Les prix élevés de l’achat immobilier et les difficultés croissantes de se loger en ville suscitent de nouvelles façons de construire et d’habiter.
Alors, dans la plupart des grandes villes d’Europe, des expériences d’autopromotion se mettent en place. Des « groupes en autopromotion » se forment ; des particuliers se réunissent pour faire construire ensemble un immeuble dans lequel chacun habitera chez soi. On appelle ces groupes d’autopromotion , « baugruppen » en Allemagne.
L’autopromotion part en effet d’une idée simple : celle de particuliers qui se regroupent afin de concevoir, de financer et de réaliser ensemble un projet immobilier, conçu pour répondre aux besoins d’espace, aux attentes sociales ainsi qu’aux possibilités de financement de chacun. Un groupe se compose ; ses membres ont la volonté de vivre (habiter/travailler) autrement et de s’approprier dans la ville, un lieu de vie agréable et ouvert dans une gestion raisonnée de l’espace famille et communautaire. Ils se regroupent aussi en raison d’un hobby commun ou simplement d’un besoin de convivialité avec un voisinage choisi. Les projets immobiliers qu’ils élaborent, se font après une adhésion du groupe à un ensemble de principes communs. C’est en premier lieu ce qui définira la nature de l’ouvrage à construire et son organisation communautaire et privée.
Dans cette nouvelle voie, il n’y a pas de standard ; l’acte d’habiter est privilégié. Il y a dans la conception du projet une volonté d’harmoniser espaces communautaires, mutualisés et privatifs, tout en respectant au mieux les exigences de chacun dans leurs besoins et attentes. De même que l’architecture de l’immeuble peut être plus soignée, grâce aux économies d’échelles réalisées dans le projet commun, des lieux mutualisés peuvent aussi s’intégrer dans le projet. Il peut s’agir d’une laverie, d’un atelier, d’une salle de musique, d’un espace d’accueil pour les amis, de jardin ou potager, d’aire de jeu… Dans cette convivialité choisie, l’habitat est conçu pour une réelle intimité et une attention à la communauté de voisinage.
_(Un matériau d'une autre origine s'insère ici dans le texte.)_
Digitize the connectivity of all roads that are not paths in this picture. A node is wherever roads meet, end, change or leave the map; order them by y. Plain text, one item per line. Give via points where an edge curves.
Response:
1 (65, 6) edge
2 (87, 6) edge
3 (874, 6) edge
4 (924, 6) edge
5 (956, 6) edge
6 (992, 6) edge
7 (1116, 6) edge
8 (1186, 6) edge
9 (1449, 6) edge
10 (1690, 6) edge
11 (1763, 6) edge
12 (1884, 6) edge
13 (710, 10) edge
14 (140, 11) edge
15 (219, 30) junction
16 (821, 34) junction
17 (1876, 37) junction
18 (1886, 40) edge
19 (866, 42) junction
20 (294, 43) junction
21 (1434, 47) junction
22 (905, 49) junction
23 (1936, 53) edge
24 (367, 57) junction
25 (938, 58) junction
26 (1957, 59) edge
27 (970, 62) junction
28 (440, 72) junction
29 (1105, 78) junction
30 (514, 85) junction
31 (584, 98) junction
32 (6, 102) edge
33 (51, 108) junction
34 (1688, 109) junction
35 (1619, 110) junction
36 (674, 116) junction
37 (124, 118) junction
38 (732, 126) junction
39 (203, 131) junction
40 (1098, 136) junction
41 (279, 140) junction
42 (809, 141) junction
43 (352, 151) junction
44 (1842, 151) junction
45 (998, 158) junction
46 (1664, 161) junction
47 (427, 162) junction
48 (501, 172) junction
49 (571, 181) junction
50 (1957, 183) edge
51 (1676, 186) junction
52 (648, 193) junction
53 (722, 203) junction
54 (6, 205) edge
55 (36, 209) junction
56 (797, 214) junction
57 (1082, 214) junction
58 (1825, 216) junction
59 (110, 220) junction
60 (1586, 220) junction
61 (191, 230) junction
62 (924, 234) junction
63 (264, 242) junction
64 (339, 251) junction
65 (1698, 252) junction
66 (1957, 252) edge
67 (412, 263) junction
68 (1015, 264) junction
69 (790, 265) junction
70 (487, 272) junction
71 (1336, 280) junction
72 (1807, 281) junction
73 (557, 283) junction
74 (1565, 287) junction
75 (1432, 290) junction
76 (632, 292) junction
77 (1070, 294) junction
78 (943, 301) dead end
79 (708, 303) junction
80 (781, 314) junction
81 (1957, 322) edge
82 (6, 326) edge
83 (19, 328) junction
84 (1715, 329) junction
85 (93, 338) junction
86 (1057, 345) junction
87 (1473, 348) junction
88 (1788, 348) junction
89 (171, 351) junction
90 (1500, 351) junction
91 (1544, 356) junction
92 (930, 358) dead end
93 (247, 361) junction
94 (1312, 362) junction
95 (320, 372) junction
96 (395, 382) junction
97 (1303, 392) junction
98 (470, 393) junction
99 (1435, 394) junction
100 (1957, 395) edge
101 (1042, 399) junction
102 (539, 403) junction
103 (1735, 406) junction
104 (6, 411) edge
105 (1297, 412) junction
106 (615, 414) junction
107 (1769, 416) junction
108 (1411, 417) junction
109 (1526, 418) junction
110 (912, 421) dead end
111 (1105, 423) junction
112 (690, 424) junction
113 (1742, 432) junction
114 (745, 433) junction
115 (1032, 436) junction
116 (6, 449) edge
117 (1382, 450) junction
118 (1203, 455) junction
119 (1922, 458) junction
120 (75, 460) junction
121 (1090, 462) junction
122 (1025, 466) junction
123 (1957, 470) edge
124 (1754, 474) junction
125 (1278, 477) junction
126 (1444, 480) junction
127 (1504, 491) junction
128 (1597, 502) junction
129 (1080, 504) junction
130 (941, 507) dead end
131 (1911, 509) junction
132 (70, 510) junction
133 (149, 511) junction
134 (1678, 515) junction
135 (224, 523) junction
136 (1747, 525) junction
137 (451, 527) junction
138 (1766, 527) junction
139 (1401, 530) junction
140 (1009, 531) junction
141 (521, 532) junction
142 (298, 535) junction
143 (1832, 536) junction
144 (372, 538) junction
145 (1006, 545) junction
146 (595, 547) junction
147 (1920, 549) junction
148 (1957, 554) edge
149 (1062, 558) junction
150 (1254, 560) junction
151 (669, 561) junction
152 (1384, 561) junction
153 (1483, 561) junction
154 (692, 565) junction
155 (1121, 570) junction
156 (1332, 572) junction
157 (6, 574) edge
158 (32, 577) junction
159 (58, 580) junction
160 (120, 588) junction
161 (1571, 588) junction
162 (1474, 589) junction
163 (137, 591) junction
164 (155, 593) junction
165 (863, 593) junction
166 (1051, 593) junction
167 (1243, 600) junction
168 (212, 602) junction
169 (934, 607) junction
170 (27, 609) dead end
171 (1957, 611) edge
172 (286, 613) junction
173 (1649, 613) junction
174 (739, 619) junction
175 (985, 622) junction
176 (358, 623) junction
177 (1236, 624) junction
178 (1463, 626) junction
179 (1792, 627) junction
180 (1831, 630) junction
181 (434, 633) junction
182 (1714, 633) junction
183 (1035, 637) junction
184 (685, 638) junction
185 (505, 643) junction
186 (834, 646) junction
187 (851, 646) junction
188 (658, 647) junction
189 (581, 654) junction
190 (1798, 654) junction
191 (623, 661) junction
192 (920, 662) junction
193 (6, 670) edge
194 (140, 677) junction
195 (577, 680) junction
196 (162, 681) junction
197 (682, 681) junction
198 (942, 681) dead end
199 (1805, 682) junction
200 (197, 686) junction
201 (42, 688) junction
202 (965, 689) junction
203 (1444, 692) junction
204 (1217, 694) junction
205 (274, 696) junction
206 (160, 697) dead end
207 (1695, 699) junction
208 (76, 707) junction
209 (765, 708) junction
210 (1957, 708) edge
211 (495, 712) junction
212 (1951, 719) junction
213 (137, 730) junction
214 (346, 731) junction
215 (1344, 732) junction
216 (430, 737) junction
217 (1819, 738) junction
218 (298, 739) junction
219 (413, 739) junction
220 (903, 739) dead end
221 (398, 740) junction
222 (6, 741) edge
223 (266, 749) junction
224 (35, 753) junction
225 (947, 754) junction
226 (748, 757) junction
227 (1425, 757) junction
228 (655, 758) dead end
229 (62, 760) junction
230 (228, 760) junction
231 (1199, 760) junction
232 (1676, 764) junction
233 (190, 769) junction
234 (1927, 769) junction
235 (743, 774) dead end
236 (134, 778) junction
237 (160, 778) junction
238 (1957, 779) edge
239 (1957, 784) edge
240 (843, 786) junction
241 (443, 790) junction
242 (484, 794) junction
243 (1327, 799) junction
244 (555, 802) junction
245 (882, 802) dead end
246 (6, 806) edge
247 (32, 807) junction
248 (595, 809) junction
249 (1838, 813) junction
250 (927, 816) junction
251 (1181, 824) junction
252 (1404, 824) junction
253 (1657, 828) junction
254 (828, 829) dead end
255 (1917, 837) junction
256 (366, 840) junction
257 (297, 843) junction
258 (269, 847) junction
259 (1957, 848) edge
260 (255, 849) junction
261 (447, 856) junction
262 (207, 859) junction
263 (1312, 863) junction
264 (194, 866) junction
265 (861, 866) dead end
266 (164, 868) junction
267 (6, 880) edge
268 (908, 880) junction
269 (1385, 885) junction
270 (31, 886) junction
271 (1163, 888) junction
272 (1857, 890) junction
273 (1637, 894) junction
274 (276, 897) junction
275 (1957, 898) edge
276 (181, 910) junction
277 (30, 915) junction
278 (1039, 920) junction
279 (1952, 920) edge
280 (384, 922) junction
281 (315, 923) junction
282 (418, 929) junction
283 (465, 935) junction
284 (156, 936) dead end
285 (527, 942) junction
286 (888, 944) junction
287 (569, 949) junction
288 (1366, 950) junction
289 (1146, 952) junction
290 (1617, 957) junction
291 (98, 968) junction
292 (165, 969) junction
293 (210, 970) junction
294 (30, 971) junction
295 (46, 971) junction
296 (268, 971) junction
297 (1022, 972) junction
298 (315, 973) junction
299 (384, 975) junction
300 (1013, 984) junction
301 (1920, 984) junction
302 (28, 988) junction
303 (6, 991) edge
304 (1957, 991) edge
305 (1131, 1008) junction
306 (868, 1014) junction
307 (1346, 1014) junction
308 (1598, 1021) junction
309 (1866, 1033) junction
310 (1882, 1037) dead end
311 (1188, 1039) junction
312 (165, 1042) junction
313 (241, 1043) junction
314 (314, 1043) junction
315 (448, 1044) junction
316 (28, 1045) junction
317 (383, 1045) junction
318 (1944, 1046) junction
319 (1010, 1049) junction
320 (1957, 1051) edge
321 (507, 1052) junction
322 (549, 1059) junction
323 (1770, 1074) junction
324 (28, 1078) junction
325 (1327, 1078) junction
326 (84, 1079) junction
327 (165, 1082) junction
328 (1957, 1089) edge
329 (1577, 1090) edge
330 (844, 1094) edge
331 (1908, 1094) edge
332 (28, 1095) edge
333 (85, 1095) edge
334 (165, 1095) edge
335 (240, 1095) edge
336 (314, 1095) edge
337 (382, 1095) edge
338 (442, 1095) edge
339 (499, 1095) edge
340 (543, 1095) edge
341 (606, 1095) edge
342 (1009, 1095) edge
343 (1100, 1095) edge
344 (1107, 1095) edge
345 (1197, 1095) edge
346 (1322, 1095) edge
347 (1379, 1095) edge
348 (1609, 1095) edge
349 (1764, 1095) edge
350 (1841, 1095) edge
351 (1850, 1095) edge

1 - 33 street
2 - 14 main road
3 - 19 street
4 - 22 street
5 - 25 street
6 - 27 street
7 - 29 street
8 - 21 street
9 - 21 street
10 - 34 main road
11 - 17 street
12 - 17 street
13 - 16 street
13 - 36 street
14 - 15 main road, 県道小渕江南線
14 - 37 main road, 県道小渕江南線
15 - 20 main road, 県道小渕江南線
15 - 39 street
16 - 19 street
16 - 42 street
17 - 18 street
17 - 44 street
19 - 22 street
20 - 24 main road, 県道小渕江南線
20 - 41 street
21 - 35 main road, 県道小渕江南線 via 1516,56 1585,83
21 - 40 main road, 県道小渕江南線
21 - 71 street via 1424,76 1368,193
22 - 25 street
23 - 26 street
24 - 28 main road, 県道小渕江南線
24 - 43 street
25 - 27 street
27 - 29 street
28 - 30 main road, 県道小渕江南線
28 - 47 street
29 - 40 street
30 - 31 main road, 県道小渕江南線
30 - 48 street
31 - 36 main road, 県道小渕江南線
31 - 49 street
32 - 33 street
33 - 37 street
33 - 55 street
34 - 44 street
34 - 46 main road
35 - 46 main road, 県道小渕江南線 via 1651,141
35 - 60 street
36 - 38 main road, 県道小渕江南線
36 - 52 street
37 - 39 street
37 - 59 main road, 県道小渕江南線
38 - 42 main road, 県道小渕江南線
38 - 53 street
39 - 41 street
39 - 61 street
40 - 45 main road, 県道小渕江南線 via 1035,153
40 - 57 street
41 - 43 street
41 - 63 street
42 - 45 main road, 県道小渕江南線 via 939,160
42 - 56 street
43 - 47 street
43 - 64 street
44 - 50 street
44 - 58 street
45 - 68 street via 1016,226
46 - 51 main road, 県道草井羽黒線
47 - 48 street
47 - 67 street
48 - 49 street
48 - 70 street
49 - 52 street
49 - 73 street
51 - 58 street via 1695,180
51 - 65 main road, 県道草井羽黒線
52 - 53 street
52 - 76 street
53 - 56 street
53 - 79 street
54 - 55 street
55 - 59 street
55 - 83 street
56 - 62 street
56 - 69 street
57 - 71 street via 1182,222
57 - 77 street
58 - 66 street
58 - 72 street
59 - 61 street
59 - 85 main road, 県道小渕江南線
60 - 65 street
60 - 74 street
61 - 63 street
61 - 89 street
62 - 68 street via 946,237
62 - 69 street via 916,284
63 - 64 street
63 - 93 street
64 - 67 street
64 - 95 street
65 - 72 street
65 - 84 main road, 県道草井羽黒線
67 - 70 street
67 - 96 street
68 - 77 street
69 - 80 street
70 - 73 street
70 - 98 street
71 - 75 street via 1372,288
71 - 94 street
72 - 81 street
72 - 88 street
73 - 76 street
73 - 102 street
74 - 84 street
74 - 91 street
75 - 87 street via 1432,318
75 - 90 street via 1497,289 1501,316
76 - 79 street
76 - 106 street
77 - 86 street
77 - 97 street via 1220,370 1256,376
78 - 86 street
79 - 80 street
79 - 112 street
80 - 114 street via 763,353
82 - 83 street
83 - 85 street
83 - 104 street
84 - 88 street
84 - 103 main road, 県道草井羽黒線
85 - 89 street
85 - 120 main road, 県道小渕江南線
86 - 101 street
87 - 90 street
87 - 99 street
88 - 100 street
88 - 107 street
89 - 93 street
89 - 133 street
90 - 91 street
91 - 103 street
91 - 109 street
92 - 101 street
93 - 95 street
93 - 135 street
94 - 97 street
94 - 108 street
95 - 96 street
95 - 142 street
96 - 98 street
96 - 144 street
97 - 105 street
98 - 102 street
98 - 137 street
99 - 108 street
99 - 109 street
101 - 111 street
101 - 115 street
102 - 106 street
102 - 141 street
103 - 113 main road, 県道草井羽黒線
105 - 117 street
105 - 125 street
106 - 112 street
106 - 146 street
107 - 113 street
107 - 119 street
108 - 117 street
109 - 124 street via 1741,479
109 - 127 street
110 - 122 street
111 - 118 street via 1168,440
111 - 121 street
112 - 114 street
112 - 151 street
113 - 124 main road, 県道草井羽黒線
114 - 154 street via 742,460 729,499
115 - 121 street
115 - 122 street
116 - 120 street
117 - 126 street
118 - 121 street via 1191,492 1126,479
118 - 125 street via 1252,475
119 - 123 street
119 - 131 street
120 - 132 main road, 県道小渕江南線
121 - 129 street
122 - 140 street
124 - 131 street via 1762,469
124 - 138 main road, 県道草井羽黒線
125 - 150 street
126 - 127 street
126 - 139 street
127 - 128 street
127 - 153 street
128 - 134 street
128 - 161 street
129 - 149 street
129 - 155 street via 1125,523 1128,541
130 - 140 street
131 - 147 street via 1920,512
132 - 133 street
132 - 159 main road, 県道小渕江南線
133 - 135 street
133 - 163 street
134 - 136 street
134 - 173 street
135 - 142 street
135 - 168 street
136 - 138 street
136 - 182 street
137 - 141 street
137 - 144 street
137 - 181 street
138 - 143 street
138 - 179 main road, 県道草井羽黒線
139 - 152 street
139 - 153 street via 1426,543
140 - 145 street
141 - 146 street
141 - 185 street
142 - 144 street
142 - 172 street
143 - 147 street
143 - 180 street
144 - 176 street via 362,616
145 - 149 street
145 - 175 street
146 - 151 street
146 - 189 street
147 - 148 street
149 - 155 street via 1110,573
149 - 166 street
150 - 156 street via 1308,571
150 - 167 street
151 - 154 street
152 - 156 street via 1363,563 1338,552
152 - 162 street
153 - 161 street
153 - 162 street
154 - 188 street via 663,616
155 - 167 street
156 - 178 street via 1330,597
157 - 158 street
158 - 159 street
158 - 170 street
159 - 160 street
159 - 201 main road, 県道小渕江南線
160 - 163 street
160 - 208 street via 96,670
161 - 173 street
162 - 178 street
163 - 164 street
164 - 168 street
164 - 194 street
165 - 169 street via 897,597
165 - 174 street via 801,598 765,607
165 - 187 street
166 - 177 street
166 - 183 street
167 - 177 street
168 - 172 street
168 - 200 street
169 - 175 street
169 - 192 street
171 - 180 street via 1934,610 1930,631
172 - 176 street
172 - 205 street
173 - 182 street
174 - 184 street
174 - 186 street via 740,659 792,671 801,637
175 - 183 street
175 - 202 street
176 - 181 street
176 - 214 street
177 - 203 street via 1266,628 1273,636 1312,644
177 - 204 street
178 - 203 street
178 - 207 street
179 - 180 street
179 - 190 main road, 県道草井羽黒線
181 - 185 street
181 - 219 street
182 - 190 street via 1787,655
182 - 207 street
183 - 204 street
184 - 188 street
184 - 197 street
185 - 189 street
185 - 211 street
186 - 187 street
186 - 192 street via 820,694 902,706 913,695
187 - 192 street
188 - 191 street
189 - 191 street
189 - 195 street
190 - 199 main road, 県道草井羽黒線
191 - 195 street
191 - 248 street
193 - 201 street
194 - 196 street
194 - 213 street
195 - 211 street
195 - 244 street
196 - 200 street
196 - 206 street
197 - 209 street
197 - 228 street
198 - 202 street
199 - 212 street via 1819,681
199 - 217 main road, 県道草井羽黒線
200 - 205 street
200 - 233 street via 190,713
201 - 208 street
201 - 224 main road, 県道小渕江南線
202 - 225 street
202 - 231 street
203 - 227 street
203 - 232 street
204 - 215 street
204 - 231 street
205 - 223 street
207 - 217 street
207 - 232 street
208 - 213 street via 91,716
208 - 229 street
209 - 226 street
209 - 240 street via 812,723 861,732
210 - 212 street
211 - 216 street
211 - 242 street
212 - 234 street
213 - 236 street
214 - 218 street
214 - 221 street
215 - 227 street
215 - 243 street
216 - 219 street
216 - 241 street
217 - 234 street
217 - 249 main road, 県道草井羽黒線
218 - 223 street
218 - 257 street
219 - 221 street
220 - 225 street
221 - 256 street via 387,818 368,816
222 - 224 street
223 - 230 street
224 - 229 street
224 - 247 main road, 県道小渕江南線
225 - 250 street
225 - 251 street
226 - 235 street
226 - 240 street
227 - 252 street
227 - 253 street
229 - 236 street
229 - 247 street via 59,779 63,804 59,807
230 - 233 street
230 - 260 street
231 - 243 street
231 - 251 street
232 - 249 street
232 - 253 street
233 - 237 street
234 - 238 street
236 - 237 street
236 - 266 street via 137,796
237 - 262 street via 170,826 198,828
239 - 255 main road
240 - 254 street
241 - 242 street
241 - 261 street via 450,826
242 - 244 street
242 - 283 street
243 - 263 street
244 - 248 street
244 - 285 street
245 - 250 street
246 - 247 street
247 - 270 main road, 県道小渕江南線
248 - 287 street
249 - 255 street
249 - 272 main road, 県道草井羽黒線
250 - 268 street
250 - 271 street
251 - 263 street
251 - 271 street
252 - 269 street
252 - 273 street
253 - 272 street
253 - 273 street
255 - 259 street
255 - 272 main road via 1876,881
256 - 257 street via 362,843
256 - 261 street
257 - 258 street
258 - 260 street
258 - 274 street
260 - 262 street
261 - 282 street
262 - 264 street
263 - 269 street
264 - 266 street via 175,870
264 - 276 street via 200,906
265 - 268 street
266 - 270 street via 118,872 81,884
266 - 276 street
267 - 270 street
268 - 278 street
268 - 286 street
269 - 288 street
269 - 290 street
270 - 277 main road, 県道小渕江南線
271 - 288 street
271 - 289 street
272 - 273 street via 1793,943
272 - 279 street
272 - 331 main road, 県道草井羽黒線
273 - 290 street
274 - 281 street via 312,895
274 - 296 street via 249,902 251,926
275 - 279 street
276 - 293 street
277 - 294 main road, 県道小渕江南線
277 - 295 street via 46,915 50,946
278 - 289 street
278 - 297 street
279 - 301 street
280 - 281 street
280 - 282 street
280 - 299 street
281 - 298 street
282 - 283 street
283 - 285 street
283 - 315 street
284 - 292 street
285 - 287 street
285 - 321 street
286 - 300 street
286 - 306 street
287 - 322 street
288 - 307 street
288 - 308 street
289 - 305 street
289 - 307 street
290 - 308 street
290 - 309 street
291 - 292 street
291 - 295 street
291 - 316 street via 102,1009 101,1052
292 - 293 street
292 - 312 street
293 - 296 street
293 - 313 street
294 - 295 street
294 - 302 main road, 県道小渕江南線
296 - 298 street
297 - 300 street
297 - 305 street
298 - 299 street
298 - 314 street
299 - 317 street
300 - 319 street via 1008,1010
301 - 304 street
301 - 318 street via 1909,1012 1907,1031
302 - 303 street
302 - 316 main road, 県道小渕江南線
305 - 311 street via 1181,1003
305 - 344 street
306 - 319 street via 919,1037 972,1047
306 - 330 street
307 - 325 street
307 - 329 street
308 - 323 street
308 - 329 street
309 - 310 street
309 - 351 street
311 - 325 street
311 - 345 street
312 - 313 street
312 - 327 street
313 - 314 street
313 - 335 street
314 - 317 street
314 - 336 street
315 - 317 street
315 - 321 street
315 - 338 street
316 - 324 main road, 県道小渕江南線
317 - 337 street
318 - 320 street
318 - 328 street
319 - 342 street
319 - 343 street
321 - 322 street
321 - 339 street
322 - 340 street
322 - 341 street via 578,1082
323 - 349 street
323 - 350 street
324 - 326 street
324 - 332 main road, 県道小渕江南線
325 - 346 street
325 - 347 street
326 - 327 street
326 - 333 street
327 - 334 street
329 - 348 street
Il y aurait chez les adeptes de l’autopromotion un désir de prendre en charge son besoin en logement, d’effacer les standards de la promotion immobilière, de choisir sa mixité sociale. Le vivre ensemble est aussi dans la nature des projets d’autopromotion. Les auto-promoteurs veulent un cadre de vie physique et social, le droit d’habiter dans un espace choisi.
Dans certains pays d’Europe, des quartiers entiers se sont construits ainsi et l’autopromotion est même devenue une manière « normale » d’accéder à la propriété. Pour les communes qui encouragent les actions d’autopromotion, les intérêts sont multiples. Bien au-delà de la simple expérimentation, l’autopromotion permet de maintenir des familles avec enfants en centre ville, de permettre une certaine mixité sociale et enfin de favoriser la réhabilitation et la valorisation de quartiers.
Pourtant, la réalisation d’un projet de construction ou de réhabilitation en autopromotion n’est pas chose si facile à réussir ; de nombreuses tentatives isolées se soldent par des échecs. Alors des associations locales « d’habitat groupé en autopromotion » se sont créées dans plusieurs villes de France. Ces structures fédératrices ont principalement pour objectif de regrouper particuliers et projets. Dans ce premier travail, la convergence de projets permet la validation de valeurs partagées, du lieu de construction du projet, d’une typologie architecturale, ainsi que la définition des bases économiques et juridiques nécessaires à la construction de l’ouvrage.
Dans ces projets d’un futur vivre ensemble, il y a alors le début de l’histoire d’un projet commun de construction entre futurs voisins, une histoire peu commune de voisinage que l’on aura choisi ; le début d’une histoire d’un lieu que l’on racontera à ses petits enfants.